Work so far has been largely in the financial and administrative space with the likes of invoice processing and credit handling, but Kennedy sees a much bigger future for the bots.

“There is a lot more to come there. In some ways we are just beginning.”

Foodstuffs RPA capability sits within the digital workplace team where Kennedy believes there’s a ‘reasonably neat adjacency’ between the likes of Microsoft Teams, Flow and the skills and outlook needed around RPA.

Also falling within the automate and optimise for cost programme is a major supply chain project, deploying a new technology suite – both a warehouse management system and a transport management system – based on Blue Yonder.

New software was implemented into each of the company’s distribution centres but the big project was the building of a new distribution centre in Auckland, complete with the underlying infrastructure, network, WiFi, security and management platforms for devices.

It’s a project Kennedy is proud of, even if it’s one that passed under the radar for many.

“There was a lot of extremely high-quality effort behind the scenes, but it’s one of those technology achievements where if no one notices it’s been a fantastic effort because there was no disruption.”

He’s also proud of the way Foodstuffs North Island’s systems coped with the massive surges, variability and supply chain disruptions brought about by Covid last year.

“We had to do some stuff for sure, but from a front-end point of view pretty much it did what it was supposed to do in automatically scaling out in using those cloud architectures, and the back-end remained robust.

Foodstuffs North Island’s retail ecommerce is on Sitecore’s platform, with Salesforce used in wholesale. (Salesforce is also used for the service centre, while the company’s core is SAP, which provides the ERP backbone including inventory, ordering, finance and reporting, as well as the HRIS.)

Helping the supply chain and merchandising teams manage both the extreme volumes and unpredictability of Covid was where the SAP backbone, combined with the investment in the Blue Yonder warehouse and transport management systems, came to the fore.

“I think credit to my team, because that stuff doesn’t happen by accident. It happens because there has been investment and care and good processes and maintenance.”

Less dramatic, but critical to the ongoing customer experience, is the continuous improvement journey Foodstuffs North Island is taking to ‘join up’ its digital and physical experiences.

The company has a digital strategy for each brand which sees it releasing features, sprint by sprint, into the web and app offerings, increasingly integrating the physical and digital experiences with things such as the ability to capture and manage lists and helping customers find things in store or check products.

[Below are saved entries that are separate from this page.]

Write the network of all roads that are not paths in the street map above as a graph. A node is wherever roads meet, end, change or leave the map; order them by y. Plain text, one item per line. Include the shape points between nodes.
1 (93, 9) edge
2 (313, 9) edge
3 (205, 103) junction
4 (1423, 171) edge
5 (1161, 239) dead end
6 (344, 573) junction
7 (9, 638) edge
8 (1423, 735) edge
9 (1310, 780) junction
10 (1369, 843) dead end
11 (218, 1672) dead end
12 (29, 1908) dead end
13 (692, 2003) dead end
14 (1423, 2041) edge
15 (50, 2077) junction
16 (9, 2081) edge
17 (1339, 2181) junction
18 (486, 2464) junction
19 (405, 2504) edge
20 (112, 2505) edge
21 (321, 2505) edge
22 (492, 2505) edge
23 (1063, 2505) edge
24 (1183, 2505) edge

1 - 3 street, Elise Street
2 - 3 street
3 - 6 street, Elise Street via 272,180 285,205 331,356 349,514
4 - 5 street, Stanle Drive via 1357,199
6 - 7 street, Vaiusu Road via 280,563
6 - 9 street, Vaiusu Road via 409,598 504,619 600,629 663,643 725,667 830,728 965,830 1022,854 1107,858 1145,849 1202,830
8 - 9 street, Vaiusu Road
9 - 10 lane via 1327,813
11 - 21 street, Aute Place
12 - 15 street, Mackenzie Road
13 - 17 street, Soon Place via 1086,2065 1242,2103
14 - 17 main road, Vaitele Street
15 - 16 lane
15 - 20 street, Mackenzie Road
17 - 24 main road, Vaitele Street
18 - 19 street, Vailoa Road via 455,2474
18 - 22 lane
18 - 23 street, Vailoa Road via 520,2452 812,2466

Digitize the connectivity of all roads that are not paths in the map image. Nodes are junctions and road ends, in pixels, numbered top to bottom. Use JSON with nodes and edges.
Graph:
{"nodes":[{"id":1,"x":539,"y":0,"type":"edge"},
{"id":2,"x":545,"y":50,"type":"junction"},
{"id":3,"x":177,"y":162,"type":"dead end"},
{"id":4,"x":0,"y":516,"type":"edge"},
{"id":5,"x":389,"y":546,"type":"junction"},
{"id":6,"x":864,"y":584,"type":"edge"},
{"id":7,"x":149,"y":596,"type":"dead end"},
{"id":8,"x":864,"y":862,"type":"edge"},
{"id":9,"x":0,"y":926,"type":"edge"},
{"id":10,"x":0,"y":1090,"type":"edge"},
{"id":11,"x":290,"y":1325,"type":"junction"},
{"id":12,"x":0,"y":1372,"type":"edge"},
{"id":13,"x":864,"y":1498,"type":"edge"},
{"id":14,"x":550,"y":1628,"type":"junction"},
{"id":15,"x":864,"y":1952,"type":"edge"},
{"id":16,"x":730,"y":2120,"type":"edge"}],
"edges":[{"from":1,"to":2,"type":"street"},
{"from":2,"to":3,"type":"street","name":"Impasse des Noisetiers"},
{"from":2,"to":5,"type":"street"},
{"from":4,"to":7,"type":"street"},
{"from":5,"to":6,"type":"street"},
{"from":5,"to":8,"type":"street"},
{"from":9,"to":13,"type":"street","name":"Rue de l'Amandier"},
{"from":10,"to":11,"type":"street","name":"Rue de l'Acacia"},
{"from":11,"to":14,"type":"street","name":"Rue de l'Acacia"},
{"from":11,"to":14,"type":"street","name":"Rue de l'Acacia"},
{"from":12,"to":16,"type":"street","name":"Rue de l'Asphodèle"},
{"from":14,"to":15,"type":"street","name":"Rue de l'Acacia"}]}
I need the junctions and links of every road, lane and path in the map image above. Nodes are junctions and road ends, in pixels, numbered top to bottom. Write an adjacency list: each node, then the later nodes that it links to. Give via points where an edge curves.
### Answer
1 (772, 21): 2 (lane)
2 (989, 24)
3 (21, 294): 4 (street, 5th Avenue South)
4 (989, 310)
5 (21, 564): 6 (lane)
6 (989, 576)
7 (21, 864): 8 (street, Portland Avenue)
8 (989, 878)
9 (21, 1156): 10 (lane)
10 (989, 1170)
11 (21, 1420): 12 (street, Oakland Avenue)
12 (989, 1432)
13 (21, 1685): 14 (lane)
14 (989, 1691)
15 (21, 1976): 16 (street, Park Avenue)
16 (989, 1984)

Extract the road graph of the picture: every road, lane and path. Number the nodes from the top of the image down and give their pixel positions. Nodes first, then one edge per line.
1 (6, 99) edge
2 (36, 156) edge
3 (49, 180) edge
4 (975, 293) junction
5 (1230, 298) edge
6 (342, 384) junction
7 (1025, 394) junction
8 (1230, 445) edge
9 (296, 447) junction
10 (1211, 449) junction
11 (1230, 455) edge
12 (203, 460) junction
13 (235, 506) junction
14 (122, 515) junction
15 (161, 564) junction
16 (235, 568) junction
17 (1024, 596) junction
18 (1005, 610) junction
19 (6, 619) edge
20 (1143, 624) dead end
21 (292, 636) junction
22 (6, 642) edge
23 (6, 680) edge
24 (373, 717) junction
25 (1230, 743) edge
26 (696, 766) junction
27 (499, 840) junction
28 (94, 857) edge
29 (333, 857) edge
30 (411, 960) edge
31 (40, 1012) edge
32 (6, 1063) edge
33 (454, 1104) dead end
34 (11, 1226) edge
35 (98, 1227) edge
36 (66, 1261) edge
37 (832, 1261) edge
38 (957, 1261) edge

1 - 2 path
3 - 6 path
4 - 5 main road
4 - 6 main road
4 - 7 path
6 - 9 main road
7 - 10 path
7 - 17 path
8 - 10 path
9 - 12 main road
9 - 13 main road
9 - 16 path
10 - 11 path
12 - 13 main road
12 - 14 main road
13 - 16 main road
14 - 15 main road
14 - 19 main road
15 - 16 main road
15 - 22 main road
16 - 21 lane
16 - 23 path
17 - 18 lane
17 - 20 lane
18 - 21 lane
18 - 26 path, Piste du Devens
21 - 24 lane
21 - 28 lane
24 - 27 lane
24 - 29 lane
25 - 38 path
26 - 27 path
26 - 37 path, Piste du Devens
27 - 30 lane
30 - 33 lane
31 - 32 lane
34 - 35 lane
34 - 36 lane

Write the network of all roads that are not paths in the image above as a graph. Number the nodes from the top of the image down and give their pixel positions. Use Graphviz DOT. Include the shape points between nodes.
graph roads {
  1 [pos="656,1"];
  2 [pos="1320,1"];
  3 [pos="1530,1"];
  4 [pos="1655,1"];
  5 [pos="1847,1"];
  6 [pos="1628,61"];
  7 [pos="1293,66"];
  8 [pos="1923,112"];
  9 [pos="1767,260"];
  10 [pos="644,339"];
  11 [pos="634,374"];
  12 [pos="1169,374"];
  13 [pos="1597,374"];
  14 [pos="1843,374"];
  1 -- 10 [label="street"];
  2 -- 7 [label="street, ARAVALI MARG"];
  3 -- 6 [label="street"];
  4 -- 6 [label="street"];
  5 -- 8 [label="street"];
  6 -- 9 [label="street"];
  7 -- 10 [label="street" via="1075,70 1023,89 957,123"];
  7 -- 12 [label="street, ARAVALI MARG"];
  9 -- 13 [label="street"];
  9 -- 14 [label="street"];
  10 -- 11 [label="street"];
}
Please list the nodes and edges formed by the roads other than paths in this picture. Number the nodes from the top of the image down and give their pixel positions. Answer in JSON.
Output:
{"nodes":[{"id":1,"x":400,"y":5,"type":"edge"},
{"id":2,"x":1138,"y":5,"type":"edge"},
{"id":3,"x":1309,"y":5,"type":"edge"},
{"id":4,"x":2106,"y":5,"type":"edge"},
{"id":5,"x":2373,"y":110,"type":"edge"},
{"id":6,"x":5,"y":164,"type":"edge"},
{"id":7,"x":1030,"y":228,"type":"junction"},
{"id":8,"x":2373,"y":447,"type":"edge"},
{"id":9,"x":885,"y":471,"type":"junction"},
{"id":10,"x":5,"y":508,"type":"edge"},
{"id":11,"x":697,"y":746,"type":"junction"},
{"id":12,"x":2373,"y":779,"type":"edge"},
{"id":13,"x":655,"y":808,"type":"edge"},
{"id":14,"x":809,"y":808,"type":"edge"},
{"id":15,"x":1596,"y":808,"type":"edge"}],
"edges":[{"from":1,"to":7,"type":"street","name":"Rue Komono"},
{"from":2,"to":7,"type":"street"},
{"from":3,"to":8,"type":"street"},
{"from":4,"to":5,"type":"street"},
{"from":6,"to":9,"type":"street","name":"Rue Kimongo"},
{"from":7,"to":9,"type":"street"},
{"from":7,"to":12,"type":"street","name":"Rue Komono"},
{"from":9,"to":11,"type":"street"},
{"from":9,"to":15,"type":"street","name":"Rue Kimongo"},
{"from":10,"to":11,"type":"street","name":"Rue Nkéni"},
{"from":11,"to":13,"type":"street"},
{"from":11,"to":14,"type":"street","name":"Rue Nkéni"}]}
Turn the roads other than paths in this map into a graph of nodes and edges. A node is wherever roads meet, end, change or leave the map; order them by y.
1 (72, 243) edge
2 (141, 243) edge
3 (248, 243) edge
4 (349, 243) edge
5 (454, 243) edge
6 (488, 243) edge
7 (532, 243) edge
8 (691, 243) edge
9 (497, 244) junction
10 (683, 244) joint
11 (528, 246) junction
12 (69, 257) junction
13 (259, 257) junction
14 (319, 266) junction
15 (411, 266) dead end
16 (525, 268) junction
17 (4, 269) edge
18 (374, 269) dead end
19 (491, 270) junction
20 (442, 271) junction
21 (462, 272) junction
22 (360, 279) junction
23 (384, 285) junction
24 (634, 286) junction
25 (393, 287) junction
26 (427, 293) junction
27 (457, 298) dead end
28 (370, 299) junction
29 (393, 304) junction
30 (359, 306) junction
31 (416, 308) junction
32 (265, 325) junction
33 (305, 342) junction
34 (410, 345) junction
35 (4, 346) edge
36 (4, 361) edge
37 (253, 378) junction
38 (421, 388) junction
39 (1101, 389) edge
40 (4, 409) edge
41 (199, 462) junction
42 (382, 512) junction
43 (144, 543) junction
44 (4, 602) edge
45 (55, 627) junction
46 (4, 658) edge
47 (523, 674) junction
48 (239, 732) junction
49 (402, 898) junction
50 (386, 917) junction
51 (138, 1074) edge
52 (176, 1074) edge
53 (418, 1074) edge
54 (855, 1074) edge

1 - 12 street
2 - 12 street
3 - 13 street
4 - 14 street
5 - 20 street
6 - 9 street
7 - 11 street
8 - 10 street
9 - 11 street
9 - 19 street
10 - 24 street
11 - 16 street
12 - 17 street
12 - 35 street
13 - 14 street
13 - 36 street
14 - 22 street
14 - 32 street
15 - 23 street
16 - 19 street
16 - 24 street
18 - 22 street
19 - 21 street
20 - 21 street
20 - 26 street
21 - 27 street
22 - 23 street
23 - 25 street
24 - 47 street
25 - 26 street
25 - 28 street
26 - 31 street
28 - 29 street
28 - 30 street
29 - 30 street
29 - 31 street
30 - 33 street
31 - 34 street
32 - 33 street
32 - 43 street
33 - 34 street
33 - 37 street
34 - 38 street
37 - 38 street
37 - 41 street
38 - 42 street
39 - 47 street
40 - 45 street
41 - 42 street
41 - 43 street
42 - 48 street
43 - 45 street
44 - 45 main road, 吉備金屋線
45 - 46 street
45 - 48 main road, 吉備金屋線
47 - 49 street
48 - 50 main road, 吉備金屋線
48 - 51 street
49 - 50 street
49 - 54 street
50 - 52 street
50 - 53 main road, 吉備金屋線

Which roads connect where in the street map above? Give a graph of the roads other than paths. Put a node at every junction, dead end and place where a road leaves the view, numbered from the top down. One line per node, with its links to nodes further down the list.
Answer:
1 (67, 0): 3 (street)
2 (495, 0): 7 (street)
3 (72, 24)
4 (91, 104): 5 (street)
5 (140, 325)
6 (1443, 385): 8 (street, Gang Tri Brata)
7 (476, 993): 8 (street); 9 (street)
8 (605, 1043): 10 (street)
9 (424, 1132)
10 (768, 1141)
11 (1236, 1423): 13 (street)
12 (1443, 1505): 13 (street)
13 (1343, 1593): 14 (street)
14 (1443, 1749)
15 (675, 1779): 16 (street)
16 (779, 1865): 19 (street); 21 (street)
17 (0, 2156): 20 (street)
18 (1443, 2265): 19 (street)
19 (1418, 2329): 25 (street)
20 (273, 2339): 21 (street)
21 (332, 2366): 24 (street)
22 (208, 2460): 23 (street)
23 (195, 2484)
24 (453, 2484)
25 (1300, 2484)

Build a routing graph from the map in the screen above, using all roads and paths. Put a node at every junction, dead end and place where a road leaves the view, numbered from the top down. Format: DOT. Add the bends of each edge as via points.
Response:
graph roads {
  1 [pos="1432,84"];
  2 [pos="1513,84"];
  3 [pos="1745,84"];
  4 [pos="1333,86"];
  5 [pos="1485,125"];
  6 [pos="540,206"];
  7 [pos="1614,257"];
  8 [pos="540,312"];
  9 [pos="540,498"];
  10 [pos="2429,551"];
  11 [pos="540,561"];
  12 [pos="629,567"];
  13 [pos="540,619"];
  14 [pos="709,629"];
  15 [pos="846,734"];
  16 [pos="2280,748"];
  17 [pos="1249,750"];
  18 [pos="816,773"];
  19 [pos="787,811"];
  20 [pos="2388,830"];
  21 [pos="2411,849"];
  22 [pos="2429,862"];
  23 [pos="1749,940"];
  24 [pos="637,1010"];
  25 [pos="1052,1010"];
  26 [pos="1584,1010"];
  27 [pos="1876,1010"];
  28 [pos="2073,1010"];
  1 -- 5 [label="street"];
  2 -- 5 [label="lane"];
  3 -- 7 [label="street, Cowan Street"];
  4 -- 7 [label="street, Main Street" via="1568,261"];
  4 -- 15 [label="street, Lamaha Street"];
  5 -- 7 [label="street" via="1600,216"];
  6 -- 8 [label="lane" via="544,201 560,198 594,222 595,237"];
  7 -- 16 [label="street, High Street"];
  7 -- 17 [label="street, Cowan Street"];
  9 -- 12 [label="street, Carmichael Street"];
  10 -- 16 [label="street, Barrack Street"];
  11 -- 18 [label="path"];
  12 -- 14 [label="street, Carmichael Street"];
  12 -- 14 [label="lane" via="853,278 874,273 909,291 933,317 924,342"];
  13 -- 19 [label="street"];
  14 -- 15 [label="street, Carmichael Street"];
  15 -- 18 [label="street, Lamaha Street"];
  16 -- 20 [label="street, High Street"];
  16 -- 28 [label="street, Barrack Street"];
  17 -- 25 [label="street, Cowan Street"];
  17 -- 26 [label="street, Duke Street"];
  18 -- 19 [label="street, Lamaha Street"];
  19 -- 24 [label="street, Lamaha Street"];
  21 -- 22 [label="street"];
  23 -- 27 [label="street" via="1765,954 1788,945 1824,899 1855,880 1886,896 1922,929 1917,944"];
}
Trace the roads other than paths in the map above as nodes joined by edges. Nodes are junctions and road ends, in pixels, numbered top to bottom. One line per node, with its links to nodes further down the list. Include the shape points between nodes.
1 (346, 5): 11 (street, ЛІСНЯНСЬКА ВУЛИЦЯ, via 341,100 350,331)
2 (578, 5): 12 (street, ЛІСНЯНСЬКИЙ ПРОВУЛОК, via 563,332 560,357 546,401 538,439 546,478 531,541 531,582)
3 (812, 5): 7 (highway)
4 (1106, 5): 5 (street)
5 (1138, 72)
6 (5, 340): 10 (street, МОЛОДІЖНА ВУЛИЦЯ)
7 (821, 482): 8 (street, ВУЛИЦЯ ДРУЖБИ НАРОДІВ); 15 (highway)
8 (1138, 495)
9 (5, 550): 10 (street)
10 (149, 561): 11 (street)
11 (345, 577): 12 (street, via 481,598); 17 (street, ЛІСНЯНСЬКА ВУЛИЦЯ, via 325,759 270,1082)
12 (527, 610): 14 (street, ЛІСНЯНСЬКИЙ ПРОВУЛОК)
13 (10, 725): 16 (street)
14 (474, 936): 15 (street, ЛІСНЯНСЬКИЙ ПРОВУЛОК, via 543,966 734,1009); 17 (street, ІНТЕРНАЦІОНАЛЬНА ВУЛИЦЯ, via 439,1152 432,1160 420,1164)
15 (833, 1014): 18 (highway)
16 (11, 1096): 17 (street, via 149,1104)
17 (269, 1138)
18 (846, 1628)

On the wholesale side, a simple move to digitise Gilmours previously somewhat cumbersome sign-up process for the cash and carry business, has proved a win-win for customers and business. The digitisation of the process has provided a much faster, easier experience for customers, enabling them to get shopping faster, while significantly reducing the number of calls to customer service around Gilmours signups.

Future forward
As to the future, Kennedy says Foodstuffs like most vendors is faced with the challenge of where to invest its time, focus and effort. Which brings us neatly back to the company’s aspiration to become one of the most customer driven organisations.

“We will always be able to think up and ideate and create more opportunities for how we are going to move there than we are going to have capacity to execute, so how do we work well across our leadership, across our business as a whole to make those right decisions of choosing the right number of things to go after, neither too few or too many, with the right resource at the right pace?

“If you are using those customer promises as the key lens through which to choose where you are going to focus on, what your priorities are going to be and where you are going to put your effort then everything should line up across the business.”